▶ [Work instructions]
Count the lines in the records below that contain the word "dead", and give only that count.

Collected data:

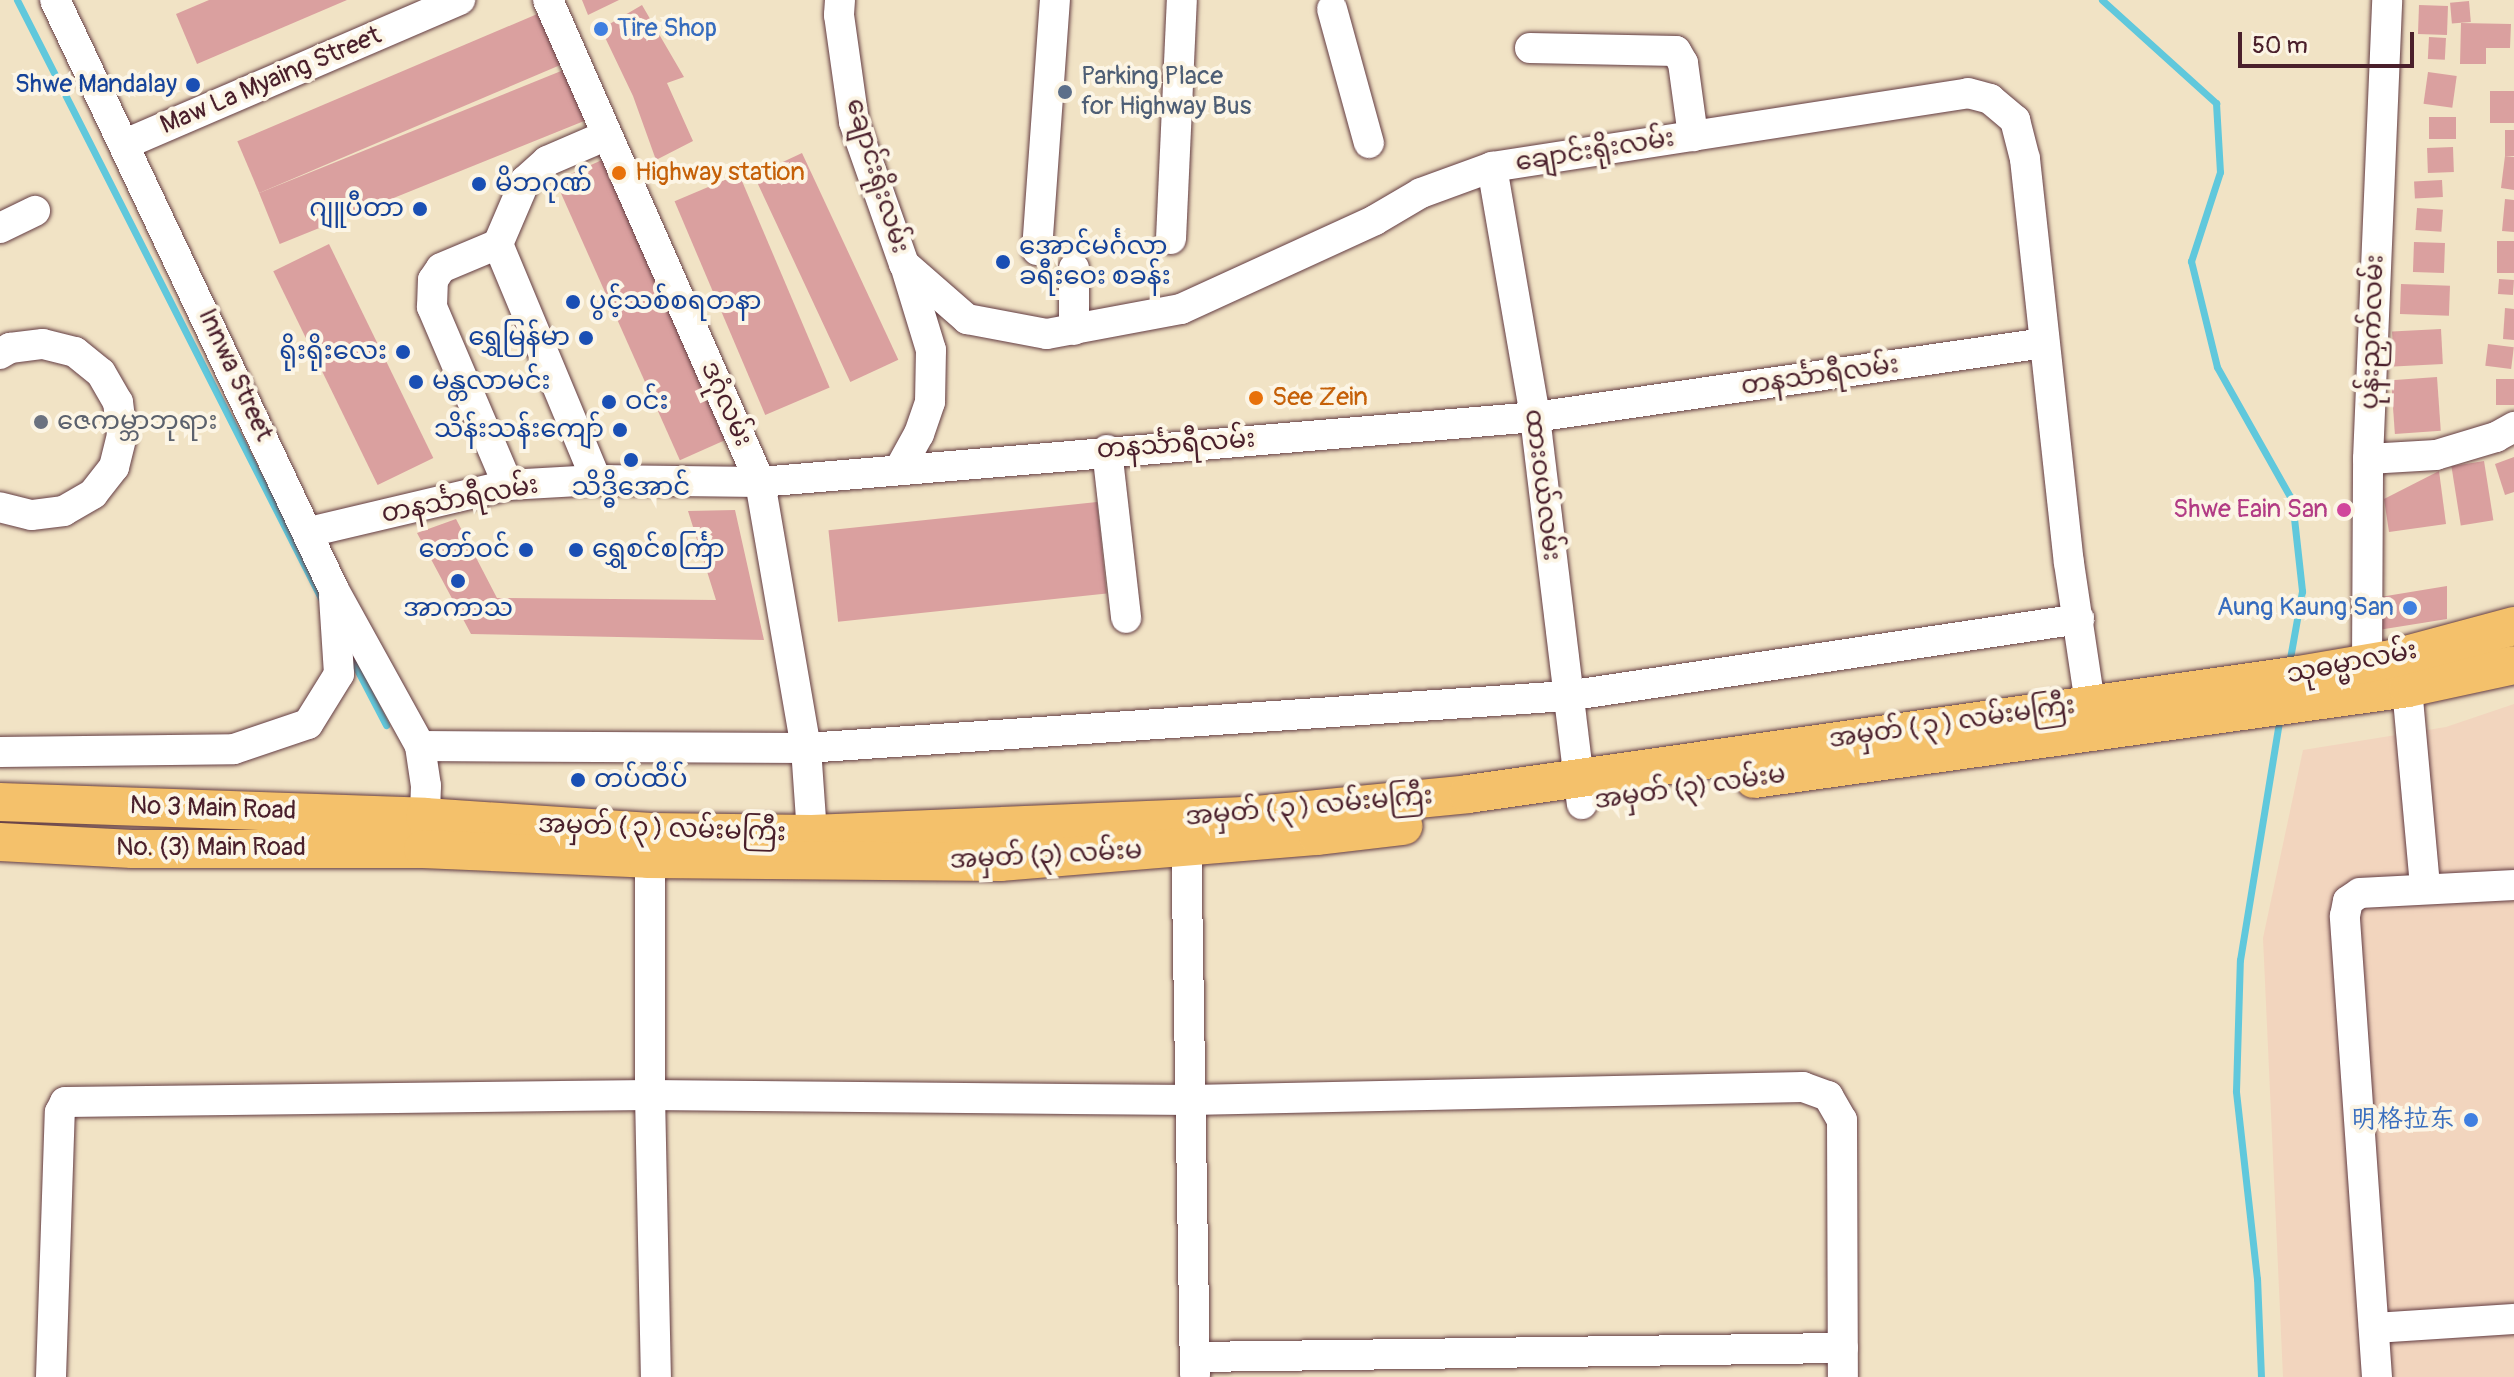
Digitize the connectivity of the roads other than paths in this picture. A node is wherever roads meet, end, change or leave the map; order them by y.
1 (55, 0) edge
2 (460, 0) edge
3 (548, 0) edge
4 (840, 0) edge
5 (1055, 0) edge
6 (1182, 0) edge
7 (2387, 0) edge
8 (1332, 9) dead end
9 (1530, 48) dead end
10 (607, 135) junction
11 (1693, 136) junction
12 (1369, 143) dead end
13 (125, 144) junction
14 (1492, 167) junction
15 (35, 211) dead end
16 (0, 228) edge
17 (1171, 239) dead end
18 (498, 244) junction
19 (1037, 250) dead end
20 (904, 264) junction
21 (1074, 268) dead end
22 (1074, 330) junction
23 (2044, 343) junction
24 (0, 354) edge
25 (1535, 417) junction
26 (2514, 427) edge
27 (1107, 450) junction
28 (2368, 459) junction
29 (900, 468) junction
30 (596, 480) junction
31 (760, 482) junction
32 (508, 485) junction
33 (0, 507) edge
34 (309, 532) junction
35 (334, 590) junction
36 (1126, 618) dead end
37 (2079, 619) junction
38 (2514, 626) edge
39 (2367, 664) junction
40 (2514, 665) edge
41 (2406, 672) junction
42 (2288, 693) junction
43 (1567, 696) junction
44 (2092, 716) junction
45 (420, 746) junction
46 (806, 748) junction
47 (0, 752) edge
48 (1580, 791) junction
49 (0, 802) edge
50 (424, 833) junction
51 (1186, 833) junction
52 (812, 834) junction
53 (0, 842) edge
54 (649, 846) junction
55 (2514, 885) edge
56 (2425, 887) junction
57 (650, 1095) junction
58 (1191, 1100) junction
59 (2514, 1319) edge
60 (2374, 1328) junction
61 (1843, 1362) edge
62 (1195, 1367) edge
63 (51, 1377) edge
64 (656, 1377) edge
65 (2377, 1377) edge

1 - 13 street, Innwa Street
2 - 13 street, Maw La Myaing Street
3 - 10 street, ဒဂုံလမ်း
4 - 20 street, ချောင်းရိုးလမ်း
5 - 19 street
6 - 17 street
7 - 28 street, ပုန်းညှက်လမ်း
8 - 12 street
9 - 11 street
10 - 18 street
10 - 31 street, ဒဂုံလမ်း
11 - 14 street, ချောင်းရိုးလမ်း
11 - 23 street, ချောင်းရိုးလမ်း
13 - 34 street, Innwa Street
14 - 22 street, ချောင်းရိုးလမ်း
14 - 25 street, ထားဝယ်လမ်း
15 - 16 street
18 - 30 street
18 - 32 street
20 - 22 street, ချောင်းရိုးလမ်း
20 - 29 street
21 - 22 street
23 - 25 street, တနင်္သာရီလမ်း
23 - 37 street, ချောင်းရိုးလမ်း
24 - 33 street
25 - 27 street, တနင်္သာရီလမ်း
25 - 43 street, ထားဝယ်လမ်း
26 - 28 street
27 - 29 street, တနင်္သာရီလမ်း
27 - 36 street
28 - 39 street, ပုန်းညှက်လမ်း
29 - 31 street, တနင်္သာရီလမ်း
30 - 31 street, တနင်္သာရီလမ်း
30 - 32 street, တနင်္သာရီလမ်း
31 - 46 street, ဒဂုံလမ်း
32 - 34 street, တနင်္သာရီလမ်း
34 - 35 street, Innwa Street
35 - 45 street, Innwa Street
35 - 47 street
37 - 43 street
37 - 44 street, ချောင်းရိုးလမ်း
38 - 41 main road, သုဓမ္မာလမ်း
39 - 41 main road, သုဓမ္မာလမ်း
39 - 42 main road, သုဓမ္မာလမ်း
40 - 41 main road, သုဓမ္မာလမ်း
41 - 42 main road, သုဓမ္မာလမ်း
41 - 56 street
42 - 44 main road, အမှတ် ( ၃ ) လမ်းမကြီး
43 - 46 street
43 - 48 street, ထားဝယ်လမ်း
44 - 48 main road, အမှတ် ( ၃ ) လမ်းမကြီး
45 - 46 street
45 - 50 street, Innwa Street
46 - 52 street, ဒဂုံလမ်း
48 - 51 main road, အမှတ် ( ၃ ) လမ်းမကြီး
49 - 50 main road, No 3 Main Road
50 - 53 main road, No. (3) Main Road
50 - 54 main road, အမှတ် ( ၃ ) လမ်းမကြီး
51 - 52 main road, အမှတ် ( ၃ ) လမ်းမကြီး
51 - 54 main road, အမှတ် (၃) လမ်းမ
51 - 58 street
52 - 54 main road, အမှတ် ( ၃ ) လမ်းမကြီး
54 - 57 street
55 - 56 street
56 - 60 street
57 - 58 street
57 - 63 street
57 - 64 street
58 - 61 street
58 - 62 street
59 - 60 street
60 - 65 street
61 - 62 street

▶ [Answer for this exercise]
8